Fondée il y a plus de 30 ans par des surfeurs confrontés à la pollution aquatique, Surfrider Foundation Europe est aujourd’hui un acteur reconnu en matière de protection environnementale et d’éducation au développement durable. Des enjeux qui imposent un changement de paradigme dans la façon dont le secteur fonctionne, selon Yann Leymarie, responsable « Sports » de l’ONG et coordinateur du projet européen Green Sports Hub Europe.

 

Yann Leymarie photoVous êtes chargé des questions de sport au sein de la Surfrider Foundation Europe. Quels sont les objectifs de la Fondation et comment mobilisez-vous le sport ?
YL : L’ONG a été fondée en 1990, quand des surfeuses et surfeurs se sont regroupés pour défendre leur terrain de jeu après avoir été malades à la suite de sessions dans l’eau.

La protection de l’Océan, du littoral, des lacs, des fleuves et des rivières fait donc partie de notre ADN, mais notre champ d’action s’est depuis élargi au-delà de la seule question des déchets aquatiques, avec une vraie expertise autour de la qualité de l’eau, à la santé des usagers, à l’aménagement du littoral et de manière générale au changement climatique.

 

Le sport et l’environnement sont interconnectés. Le sport est le témoin du dérèglement climatique mais il est aussi en partie responsable car les pratiques sportives, même de nature, ne sont pas toujours vertueuses. Comment réduire selon vous l’impact négatif du sport sur l’environnement ?
YL : Nous observons une demande assez nette de transition vers des pratiques plus responsables. Nous échangeons de manière régulière avec plusieurs fédérations sportives, des clubs mais aussi des usagers. Ils nous éclairent sur leur mode de pratique, leurs difficultés, les aménagements qu’ils envisagent.
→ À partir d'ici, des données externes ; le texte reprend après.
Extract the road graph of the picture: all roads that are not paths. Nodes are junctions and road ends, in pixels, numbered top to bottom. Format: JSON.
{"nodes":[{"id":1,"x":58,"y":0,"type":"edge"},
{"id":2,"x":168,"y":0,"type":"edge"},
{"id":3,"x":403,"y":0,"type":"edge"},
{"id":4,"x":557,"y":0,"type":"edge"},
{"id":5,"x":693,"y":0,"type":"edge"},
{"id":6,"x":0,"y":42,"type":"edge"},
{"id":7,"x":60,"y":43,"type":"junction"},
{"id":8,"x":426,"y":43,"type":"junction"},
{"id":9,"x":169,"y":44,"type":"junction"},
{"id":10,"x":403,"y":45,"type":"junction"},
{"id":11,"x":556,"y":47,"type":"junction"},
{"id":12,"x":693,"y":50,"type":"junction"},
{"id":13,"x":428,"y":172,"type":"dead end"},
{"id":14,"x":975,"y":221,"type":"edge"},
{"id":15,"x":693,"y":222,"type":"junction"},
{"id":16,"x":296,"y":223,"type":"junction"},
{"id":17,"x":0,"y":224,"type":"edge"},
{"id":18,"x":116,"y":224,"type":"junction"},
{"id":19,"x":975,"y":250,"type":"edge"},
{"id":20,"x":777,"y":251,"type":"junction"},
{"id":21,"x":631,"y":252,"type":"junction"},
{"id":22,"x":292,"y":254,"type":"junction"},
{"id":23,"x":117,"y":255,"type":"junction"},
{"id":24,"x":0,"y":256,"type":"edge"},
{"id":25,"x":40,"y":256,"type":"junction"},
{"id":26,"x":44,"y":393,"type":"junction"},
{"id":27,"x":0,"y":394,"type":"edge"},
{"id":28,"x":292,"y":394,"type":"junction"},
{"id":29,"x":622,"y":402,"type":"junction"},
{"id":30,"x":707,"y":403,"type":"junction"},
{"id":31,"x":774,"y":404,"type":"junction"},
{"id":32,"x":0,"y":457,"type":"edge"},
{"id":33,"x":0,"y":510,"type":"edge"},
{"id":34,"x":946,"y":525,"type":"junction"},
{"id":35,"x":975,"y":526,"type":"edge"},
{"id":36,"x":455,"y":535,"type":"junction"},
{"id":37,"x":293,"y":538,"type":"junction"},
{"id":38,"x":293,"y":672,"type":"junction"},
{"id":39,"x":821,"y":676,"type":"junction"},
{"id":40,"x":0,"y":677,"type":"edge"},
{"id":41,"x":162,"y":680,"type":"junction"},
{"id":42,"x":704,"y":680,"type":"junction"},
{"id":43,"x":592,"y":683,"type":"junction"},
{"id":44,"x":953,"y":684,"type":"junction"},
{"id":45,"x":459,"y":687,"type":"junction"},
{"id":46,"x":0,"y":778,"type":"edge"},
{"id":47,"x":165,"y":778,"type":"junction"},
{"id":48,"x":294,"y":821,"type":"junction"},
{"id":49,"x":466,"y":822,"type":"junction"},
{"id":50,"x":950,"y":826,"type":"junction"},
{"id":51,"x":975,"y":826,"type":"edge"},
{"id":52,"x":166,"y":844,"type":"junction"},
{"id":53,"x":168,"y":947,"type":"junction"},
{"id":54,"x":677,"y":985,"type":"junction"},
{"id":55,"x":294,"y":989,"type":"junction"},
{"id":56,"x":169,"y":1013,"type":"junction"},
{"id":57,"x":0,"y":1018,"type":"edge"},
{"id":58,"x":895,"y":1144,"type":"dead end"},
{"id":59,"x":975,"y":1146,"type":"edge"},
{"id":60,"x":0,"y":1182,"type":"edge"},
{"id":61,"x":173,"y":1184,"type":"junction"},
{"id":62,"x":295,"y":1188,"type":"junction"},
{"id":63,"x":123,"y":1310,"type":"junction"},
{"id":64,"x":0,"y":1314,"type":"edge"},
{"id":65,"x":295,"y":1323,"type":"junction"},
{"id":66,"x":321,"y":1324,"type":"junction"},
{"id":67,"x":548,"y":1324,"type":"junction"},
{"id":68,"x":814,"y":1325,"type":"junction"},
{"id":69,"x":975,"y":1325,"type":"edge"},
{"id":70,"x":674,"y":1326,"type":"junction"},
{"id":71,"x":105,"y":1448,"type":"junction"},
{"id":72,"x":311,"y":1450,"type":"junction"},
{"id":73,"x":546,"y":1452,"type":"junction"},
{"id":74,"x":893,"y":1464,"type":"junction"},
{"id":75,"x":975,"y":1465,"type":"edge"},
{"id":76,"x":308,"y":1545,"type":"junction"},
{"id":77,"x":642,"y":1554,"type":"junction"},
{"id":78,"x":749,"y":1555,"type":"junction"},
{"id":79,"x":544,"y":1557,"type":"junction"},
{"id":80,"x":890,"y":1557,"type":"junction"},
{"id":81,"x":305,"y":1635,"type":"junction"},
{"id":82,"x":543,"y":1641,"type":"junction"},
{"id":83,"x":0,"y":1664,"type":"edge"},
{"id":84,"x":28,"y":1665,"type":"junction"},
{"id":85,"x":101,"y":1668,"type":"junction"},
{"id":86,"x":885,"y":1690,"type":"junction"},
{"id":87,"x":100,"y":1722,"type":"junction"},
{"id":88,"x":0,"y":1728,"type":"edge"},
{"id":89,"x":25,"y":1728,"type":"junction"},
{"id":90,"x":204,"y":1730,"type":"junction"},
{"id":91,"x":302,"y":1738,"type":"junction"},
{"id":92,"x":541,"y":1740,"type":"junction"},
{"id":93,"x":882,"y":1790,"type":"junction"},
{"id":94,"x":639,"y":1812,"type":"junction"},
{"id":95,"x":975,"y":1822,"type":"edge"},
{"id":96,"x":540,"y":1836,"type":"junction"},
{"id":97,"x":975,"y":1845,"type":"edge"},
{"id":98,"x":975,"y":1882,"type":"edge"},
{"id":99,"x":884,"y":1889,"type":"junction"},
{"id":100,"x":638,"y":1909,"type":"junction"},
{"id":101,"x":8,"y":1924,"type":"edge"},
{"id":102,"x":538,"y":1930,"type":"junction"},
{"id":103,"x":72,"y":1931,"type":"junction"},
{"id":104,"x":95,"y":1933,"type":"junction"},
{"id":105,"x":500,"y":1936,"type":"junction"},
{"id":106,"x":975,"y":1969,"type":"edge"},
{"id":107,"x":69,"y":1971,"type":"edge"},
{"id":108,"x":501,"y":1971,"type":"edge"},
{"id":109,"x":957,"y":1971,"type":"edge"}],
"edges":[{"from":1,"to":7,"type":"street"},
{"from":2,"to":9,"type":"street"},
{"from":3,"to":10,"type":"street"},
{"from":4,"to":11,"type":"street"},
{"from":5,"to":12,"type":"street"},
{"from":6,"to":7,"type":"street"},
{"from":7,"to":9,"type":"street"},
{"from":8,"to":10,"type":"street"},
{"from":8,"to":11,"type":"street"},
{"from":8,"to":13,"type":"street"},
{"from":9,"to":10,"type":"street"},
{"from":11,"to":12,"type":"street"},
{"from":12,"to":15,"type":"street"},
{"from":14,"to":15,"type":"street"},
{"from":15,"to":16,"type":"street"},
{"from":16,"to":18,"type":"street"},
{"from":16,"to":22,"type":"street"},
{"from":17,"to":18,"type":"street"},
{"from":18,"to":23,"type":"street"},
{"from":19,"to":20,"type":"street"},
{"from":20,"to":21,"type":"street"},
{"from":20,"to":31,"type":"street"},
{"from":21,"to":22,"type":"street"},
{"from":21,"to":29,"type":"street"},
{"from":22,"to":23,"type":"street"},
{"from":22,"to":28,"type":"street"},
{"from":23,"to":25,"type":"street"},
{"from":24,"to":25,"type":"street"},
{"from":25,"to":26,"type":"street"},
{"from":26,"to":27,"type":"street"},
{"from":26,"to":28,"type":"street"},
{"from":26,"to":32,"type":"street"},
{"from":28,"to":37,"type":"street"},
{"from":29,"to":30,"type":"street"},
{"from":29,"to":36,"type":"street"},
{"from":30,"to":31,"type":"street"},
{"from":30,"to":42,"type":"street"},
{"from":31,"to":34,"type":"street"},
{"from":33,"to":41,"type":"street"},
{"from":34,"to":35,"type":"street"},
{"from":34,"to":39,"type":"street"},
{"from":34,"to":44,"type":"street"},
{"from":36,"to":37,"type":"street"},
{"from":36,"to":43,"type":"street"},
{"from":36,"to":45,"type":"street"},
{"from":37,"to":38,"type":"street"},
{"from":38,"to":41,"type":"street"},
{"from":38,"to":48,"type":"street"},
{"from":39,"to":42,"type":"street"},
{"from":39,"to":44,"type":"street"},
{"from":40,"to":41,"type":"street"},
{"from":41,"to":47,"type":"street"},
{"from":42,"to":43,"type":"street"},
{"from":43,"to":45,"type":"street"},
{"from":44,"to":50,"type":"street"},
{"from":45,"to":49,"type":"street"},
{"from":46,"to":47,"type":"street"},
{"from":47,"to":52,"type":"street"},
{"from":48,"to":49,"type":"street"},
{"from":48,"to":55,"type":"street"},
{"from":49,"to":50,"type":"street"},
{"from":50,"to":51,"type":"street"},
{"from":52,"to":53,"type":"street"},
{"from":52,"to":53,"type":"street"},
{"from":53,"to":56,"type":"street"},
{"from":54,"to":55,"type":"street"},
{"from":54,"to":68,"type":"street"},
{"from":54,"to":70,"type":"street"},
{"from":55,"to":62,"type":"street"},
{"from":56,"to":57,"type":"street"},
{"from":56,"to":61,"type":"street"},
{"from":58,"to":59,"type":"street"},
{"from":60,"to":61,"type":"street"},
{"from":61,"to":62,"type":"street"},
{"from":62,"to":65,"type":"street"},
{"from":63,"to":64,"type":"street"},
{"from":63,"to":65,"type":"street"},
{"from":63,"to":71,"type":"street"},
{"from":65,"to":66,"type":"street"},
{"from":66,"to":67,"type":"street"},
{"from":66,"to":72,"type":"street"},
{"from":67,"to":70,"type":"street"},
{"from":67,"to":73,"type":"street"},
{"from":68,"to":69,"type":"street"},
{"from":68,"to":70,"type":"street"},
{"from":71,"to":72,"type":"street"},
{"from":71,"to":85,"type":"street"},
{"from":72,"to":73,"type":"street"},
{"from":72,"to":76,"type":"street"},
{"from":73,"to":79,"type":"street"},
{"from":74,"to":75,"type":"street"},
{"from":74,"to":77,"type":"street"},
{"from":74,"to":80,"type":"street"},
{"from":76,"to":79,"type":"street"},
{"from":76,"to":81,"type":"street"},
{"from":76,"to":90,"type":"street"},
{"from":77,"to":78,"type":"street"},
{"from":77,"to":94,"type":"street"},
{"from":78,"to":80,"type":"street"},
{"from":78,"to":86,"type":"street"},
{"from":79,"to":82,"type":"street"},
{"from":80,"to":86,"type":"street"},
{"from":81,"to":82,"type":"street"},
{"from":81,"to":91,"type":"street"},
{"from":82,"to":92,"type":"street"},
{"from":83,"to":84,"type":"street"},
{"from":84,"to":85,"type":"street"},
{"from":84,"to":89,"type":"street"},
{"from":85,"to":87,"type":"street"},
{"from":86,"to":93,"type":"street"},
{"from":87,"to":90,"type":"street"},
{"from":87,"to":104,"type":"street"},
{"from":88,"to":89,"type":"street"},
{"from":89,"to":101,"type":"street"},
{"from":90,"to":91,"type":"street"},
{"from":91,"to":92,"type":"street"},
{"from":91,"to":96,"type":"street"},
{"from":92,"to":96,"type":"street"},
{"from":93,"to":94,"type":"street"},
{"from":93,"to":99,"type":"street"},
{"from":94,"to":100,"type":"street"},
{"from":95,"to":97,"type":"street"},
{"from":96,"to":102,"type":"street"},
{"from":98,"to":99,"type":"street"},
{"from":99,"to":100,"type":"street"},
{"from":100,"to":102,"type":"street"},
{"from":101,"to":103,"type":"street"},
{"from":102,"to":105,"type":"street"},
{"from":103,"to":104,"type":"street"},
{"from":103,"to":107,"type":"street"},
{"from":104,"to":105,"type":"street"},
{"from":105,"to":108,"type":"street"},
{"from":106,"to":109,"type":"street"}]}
De notre côté, nous leur apportons des connaissances techniques pour passer à l’action. Cette démarche est à renforcer pour faire changer les habitudes et les comportements. Il s’agit aussi de lutter contre les inégalités entre les fédérations, car elles n’ont pas toutes les moyens de mettre en place des stratégies ou des actions contre le dérèglement climatique.

 

Chaque année, 8 millions de tonnes de déchets plastiques finissent dans l’océan. La qualité des eaux se dégrade. Quelles sont vos solutions pour agir dans ce domaine ?
YL : L’enjeu est avant tout d’engager une démarche concertée avec l’ensemble des acteurs locaux sur ces sujets. Nous militons pour un suivi et une analyse constante de la qualité des eaux, pas seulement de baignade mais aussi celles qui accueillent des activités nautiques. Il est important de veiller à ce que les seuils bactériologiques ne soient pas dépassés, mais il est crucial de surveiller les nouvelles menaces identifiées. Nous menons plusieurs actions en ce sens.

Le projet « Plastic Origins » consiste à intervenir en amont, afin d’identifier les zones de pollutions plastiques au niveau des bassins versants.

Le projet « Curl » consiste lui à poser des capteurs sur les manchettes des baigneurs et des surfeurs afin d’évaluer leur niveau d’exposition aux polluants chimiques présents dans les eaux récréatives littorales.

C’est aussi le sens de notre manifeste européen pour des eaux saines, que nous portons à travers la campagne « Healthy Waters ».

 

Vous militez pour plus d’éducation à l’environnement et au développement durable. Peut-on davantage s’appuyer sur le média « sport » selon vous ?
YL : En matière environnementale, le sport comme la culture sont les premiers sacrifiés. On oublie souvent leur capacité à transmettre des messages au plus grand nombre. Il est donc essentiel à mes yeux de s’appuyer davantage sur le sport dans les démarches d’éducation à l’environnement. Nous portons le projet « L’Echappée bleue » avec notre ambassadeur, le skipper Paul Meilhat.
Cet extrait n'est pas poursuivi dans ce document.